Africa could be about to benefit from dovish policy shifts in the US, experts predict
Central bankers across Africa are paying special attention to the noises coming out of the U.S. Federal Reserve as they mull impending calls on monetary policy easing.
On Thursday, the South African Reserve Bank announced its first cut to interest rates in over a year, lowering rates by 25 basis points to 6.5% as the continent's most industrialized economy tackles low inflation and its starkest contraction for over a decade in the first quarter.
Ghana, Nigeria, Kenya and Angola will all set rates this week. Nigeria recently passed measures compelling banks to boost lending, while a drought in Kenya drove up inflation.
"Monetary policy in Africa has been held hostage to the Fed hiking cycle for the past 18 months, with African central banks maintaining nominally high domestic interest rates to protect their currencies against capital outflows, despite an improving inflation outlook," Ipek de Vilder, European executive director at international brokerage network Auerbach Grayson, told CNBC.
"The policy is working as 2018 was the first year since 2015, when African currencies were essentially flat vis-Ã -vis the U.S. dollar relative to annual deprecation about -10% over the previous four years," she added.
When the Fed tightens policy for an extended period it tends to lower demand for traditional U.S.-based safe haven assets, sending investors searching for return elsewhere. This often facilitates a windfall for emerging markets and causes central banks to mirror Fed measures to stabilize supply and demand.
The recent shift to a more dovish tone from the Fed has allowed African central banks to begin a cautious easing of their domestic monetary stances, with rate cuts so far this year in Nigeria, Kenya, Tanzania and Malawi. Ghana's monetary policy committee on Friday voted to maintain its current policy rate of 16%.

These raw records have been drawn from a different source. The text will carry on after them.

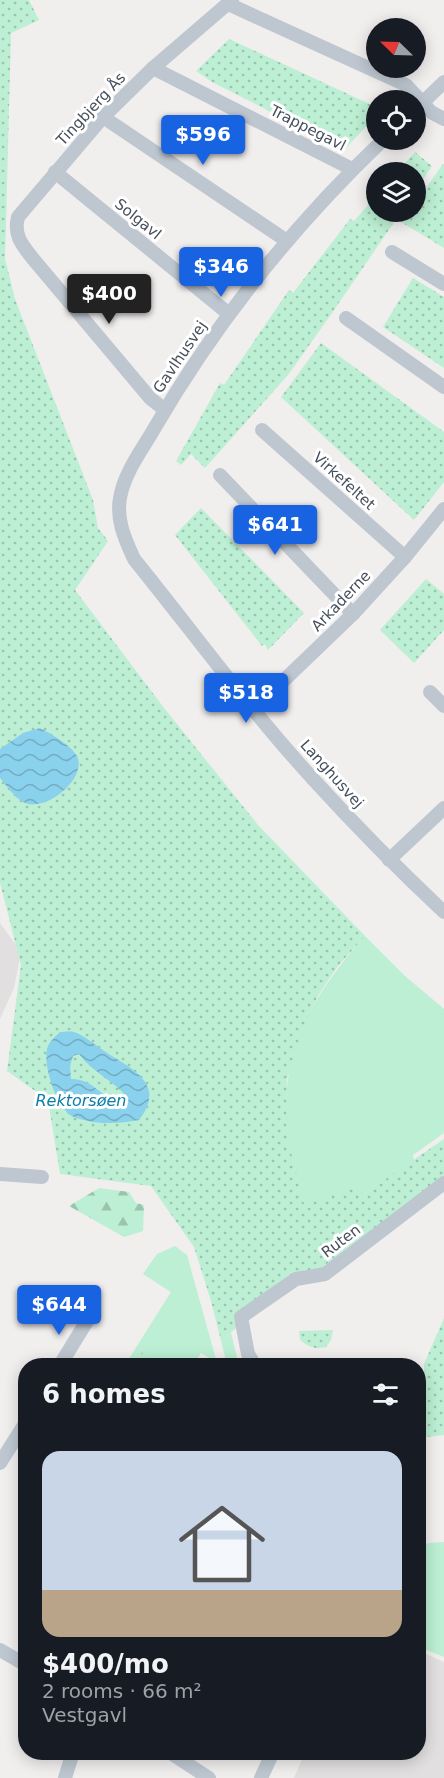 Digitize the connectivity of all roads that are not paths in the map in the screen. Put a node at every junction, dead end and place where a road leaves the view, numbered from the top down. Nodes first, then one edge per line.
1 (230, 2) edge
2 (153, 68) junction
3 (444, 81) edge
4 (409, 90) edge
5 (426, 99) edge
6 (426, 110) edge
7 (102, 117) junction
8 (444, 119) edge
9 (372, 150) edge
10 (352, 169) junction
11 (55, 172) junction
12 (287, 241) junction
13 (392, 252) dead end
14 (444, 284) edge
15 (229, 314) junction
16 (346, 318) dead end
17 (444, 387) edge
18 (165, 410) junction
19 (262, 430) dead end
20 (220, 475) dead end
21 (120, 498) joint
22 (444, 509) edge
23 (405, 557) junction
24 (353, 614) junction
25 (430, 692) dead end
26 (444, 706) edge
27 (254, 709) junction
28 (444, 808) edge
29 (389, 860) junction
30 (444, 912) edge
31 (0, 1174) edge
32 (42, 1177) dead end
33 (441, 1190) edge
34 (88, 1316) dead end
35 (64, 1358) edge
36 (251, 1358) edge
37 (18, 1435) edge
38 (0, 1463) edge
39 (0, 1650) edge
40 (18, 1660) edge
41 (70, 1760) edge
42 (181, 1760) edge
43 (269, 1760) edge
44 (64, 1778) edge
45 (208, 1778) edge
46 (261, 1778) edge

1 - 2 street, Tingbjerg Ås
1 - 4 street
2 - 7 street, Tingbjerg Ås
2 - 10 street, Trappegavl
3 - 5 street
6 - 8 street
7 - 11 street, Tingbjerg Ås
7 - 12 street
9 - 10 street, Gavlhusvej
10 - 12 street, Gavlhusvej
11 - 15 street, Solgavl
11 - 18 street, Tingbjerg Ås
12 - 15 street, Gavlhusvej
13 - 14 street
15 - 18 street, Gavlhusvej
16 - 17 street
18 - 21 street, Gavlhusvej
19 - 23 street, Virkefeltet
20 - 24 street
21 - 27 street, Langhusvej
22 - 23 street, Arkaderne
23 - 24 street, Arkaderne
24 - 27 street, Arkaderne
25 - 26 street
27 - 29 street, Langhusvej
28 - 29 street
29 - 30 street, Langhusvej
31 - 32 street
33 - 36 street, Ruten
34 - 35 street
37 - 38 street
39 - 40 street
41 - 44 street
42 - 45 street
43 - 46 street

Thus far, these have been within the 50 to 100 basis point range, though with inflation generally on the slide, de Vilder suggested that further easing of monetary policy could be due this year. While all are due to vote on rates before the U.S. central bank makes its decision on July 31, the Fed's dovish stance might lessen pressure on tightening and provide room for easing.
"As rates trend downwards, we are likely to see domestic institutions shift back towards higher equity allocations and underpin a rerating of the market," de Vilder said.
Roadside vendors in Lagos central district, Nigeria.
Pius Utomi Ekpei | AFP | Getty Images
Beware the headline figures
In the context of escalating geopolitical and market uncertainty in developed economies, investors are increasingly likely to explore opportunities in "frontier" markets, according to Jeff Gable, head of research at pan-African bank Absa Group.
"I do think this is the place to be for the next 10, 20, 30 years but that doesn't mean every day is going to be easy," Gable told CNBC on Friday.
He stressed the importance for international investors of looking beyond the headline figures, which in aggregate terms are weaker now than they were a few years ago.
"African economies tend to be less diversified and the markets tend to have a large reliance on the informal economy. This makes it more complicated in comparing countries. For example simply looking at debt to GDP (gross domestic product) in isolation, l might not provide a useful picture. What is the debt level as compared the country's ability to generate tax revenues, for example, or as compared the level of interest rates?" Gable explained.
The other key draw for investors in the coming years is going to be the continent's "insatiable appetite for infrastructure," he projected.
Structural case
Voters want clean water, access to roads, housing, a health care system and education for their children, all of which cost governments money but are indispensable at the ballot box.
"In an environment where the balance sheet is more constrained, governments are going to have to be reaching out to the private sector to look to provide infrastructure services, so those companies that are exposed to this are going to be more attractive," Gable explained.
De Vilder also highlighted trends of generally higher GDP growth, underpinned by relatively young populations, relatively low debt and urbanization.
"In the 1950s in Africa only 20% of the population was living in the cities, these days 40% and by 2050, we are expecting this number to increase 75%. This will mean increase labor productivity, specialization and increased consumption," she said.
At present, only 19% of African nations' trade happened within the continent in 2018, compared to 59% and 69% for Asian countries' intra-Asia trade and European countries' intra-Europe trade respectively, according to Brookings Institution's January numbers.
But the recent creation of a colossal 54-nation trade agreement, the African Continental Free Trade Area, could be set to change all that.
If the massive deal works as hoped, it will connect 1.3 billion people, create a $3.4 trillion economic bloc, and improve commerce within the continent itself.